Gen Z Watches Super Bowl Ads

February 15, 2018

Mina Enayati-Uzeta

Mina Enayati-Uzeta is a Gen Z writer, journalist, and designer. She is passionate about social justice, equality, and equity. This year, she's experimenting with an independent study year that merges design, innovation, and entrepreneurship, and is taking her to Senegal, Ethiopia, Japan, Israel, and Thailand.

Full disclosure: I'm 13, don't watch the Super Bowl, and didn't even have a Twitter account before the big game. But when I heard about the 3% Super Bowl Tweetup my first reaction was, "Where do I sign up?!" Commercials, feminism, and nachos. What's not to love?

Having never seen more than a few minutes of the Super Bowl before, I didn't really know what to expect in terms of ads. Honestly? I was pretty hopeful, thinking that there might be a few more male leads than female (otherwise, why would we be here?), but nothing too bad. 

Oh, how wrong I was.

Instead, I saw ad after ad featuring the same cast of white dudes.

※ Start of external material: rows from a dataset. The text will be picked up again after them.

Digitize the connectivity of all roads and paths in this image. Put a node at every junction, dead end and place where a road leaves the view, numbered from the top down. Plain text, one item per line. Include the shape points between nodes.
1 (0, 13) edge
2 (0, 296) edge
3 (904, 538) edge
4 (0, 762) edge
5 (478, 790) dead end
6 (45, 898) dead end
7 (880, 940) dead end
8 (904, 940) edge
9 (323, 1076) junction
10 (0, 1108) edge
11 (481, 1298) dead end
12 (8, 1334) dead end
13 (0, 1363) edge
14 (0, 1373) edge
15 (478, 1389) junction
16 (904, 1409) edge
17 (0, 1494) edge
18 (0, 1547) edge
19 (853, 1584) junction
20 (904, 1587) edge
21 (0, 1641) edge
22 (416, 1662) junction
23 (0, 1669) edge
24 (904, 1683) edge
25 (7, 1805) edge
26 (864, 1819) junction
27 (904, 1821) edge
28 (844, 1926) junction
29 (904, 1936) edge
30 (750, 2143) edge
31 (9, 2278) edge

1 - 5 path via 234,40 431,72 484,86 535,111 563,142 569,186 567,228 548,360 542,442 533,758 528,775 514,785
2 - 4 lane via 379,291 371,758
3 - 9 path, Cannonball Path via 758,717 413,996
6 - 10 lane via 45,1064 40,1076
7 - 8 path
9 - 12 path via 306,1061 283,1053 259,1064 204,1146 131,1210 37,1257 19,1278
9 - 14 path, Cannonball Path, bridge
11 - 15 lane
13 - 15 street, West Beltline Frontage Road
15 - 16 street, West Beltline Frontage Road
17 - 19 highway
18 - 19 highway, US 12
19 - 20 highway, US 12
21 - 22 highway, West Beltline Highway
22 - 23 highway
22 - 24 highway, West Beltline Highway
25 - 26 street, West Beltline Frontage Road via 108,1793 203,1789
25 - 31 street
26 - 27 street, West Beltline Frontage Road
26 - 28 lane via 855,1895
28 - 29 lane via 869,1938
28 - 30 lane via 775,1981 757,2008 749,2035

Ad after ad, either throwing in a woman as an afterthought or just… not at all. 

And even in some that did include women, there were plenty of sexist undertones to go around (I'm looking at you, Credit Sesame). 

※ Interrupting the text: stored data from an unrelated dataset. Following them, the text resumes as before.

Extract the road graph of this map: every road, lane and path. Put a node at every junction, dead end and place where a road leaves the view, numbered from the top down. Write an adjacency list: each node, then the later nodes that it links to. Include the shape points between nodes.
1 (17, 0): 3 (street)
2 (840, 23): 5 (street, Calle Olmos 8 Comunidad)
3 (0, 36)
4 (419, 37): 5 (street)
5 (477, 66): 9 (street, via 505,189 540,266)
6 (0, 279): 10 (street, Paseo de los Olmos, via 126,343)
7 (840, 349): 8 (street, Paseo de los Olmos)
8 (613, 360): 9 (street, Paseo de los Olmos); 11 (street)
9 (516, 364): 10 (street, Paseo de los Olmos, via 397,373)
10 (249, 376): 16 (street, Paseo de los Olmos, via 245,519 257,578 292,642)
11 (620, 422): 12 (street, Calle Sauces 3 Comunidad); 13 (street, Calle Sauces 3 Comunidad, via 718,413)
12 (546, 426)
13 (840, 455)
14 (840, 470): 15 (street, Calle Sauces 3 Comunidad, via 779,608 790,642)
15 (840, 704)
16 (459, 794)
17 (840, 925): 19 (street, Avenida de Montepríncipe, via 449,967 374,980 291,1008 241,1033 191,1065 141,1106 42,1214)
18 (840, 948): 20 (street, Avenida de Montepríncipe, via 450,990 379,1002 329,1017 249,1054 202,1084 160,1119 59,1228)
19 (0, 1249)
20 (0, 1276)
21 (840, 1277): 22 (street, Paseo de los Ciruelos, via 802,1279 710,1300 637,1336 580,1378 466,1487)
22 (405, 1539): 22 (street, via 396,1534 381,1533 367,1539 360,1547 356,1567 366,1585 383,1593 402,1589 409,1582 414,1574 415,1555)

Don't get me wrong: some companies were definitely doing things right. Coca-Cola not only showed more women than any of other ads put together but also made a point of recognizing non-binary pronouns. 

Toyota and the Olympics teamed up to feature Lauren Woolstencroft, a disabled athlete, to make their inspirational ad.

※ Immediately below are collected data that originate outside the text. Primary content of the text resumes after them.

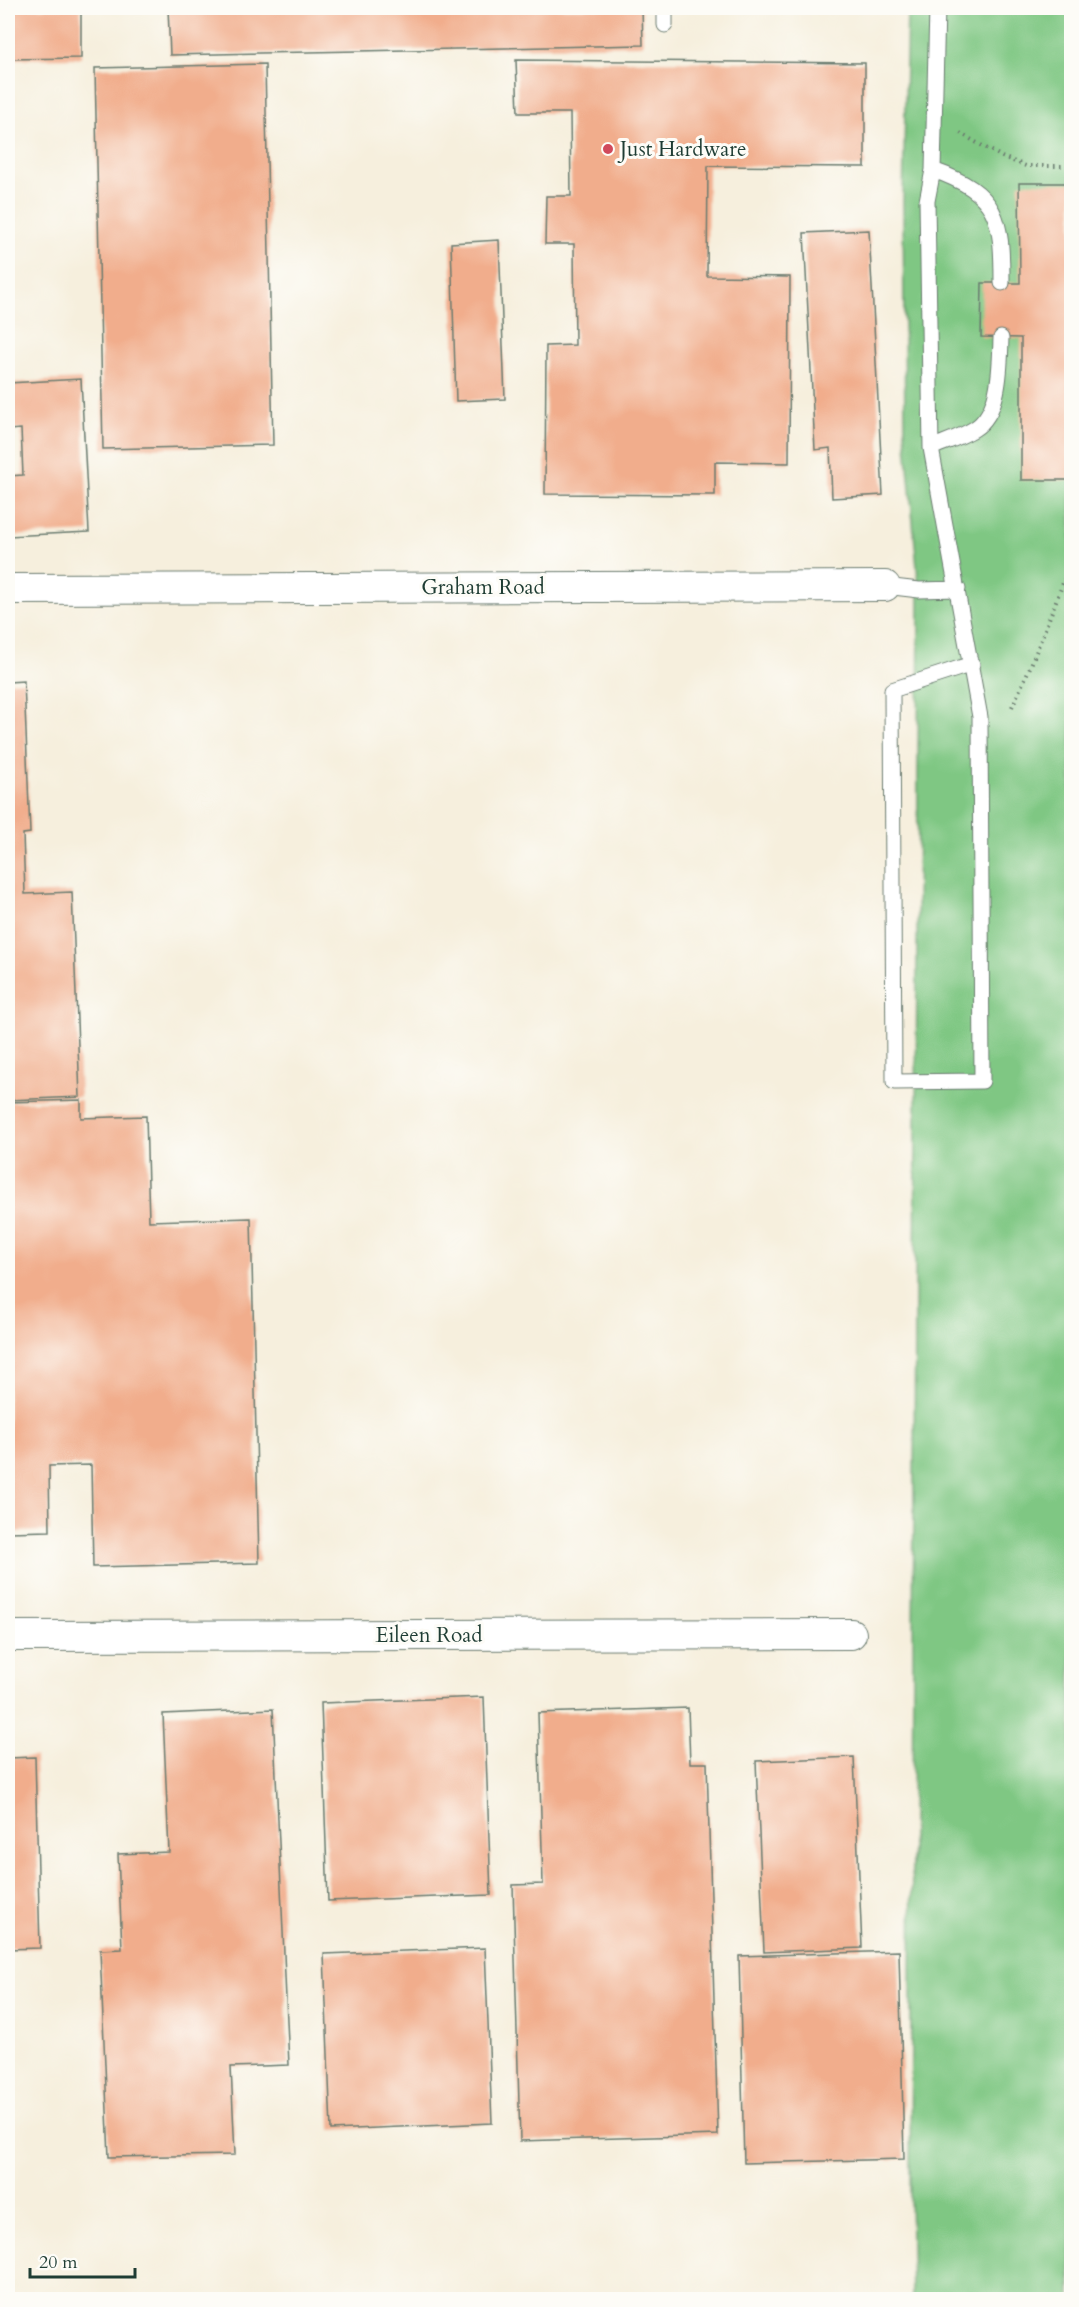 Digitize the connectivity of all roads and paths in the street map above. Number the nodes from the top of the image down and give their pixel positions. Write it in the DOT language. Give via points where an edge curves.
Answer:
graph roads {
  1 [pos="665,8"];
  2 [pos="937,8"];
  3 [pos="665,25"];
  4 [pos="952,127"];
  5 [pos="1071,166"];
  6 [pos="933,170"];
  7 [pos="1002,283"];
  8 [pos="1001,338"];
  9 [pos="931,448"];
  10 [pos="1071,560"];
  11 [pos="885,586"];
  12 [pos="8,589"];
  13 [pos="958,589"];
  14 [pos="972,664"];
  15 [pos="1012,707"];
  16 [pos="851,1634"];
  17 [pos="8,1636"];
  1 -- 3 [label="lane"];
  2 -- 6 [label="lane"];
  4 -- 5 [label="path" via="1026,166"];
  6 -- 7 [label="lane" via="960,179 994,210 1002,244"];
  6 -- 9 [label="lane" via="927,201"];
  8 -- 9 [label="lane" via="990,410 976,428"];
  9 -- 13 [label="lane"];
  10 -- 15 [label="path"];
  11 -- 12 [label="street, Graham Road"];
  11 -- 13 [label="lane, Graham Road"];
  13 -- 14 [label="lane"];
  14 -- 14 [label="lane" via="980,717 982,1081 894,1082 892,690"];
  16 -- 17 [label="street, Eileen Road"];
}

Groupon featured the ever-hilarious Tiffany Haddish in a fun and snarky segment, and the NFL stretched the boundaries of masculinity with their dancing football players. 

But the sexist, exclusionary ads far outnumbered their great counterparts. I learned that apparently women cannot be Vikings, supermodels exist for the footballer's pleasure, and that when we get a female-sounding robot, we can't complain (or else they'll replace it with a man robot next year!). 

And who can forget the Lady Doritos, and the Pringles ad, featuring three chip flavors and three white men?     

Seriously, people, it's not that hard to include people from different backgrounds and genders! In fact, I feel like it probably takes more energy to only include white men than to do the opposite. But if you're really stuck, here are some pointers to get you headed in the right direction for next year: 

  1. Bring on different perspectives! It's hard to be a bunch of different people at once, isn't it? You only have your own experiences and perspectives. You're making these ads to help connect with people, right? Bringing in a diversity of perspectives—for directors, actors, writers, and creators -- helps the connection you're looking to make in your commercial.
  2. Write the script with everyone in mind. Make sure that you're not only writing roles for white men. For example: don't make jokes that can only be said by a man, and definitely, don't make jokes about women. 
  3. Switch up the roles. If you forget Step 2 or already finished your script, or whatever, mix things up. Substitute a woman for a role you saw as a man, or a person of color for someone you thought was white. It doesn't matter if that's not how you imagined them in your head - it'll actually ensure that you don't play to stereotypes.
  4. Figure out the stereotypes—and maybe smash them. One way to avoid stereotypes is by following Step 3, but you can also do it purposefully (I know, crazy concept, right??). Identify what everyone thinks is supposed to happen... and do the opposite! 
  5. Step out of your comfort zone. Disrupting the norm can be uncomfortable and, yes, slightly scary—what if people don't like it? But both you and I know that playing things safe has never led to great art. And great ads are great art.  

Why do we care about this so much? 

As one of the most diverse generations ever (more than 50% of Gen Z identifies as mixed race or as part of an ethnic group), we want to see ourselves represented! Representation matters. It's really no fun if you're watching commercial after commercial featuring people who look or feel nothing like you. And how else will your audiences connect with you?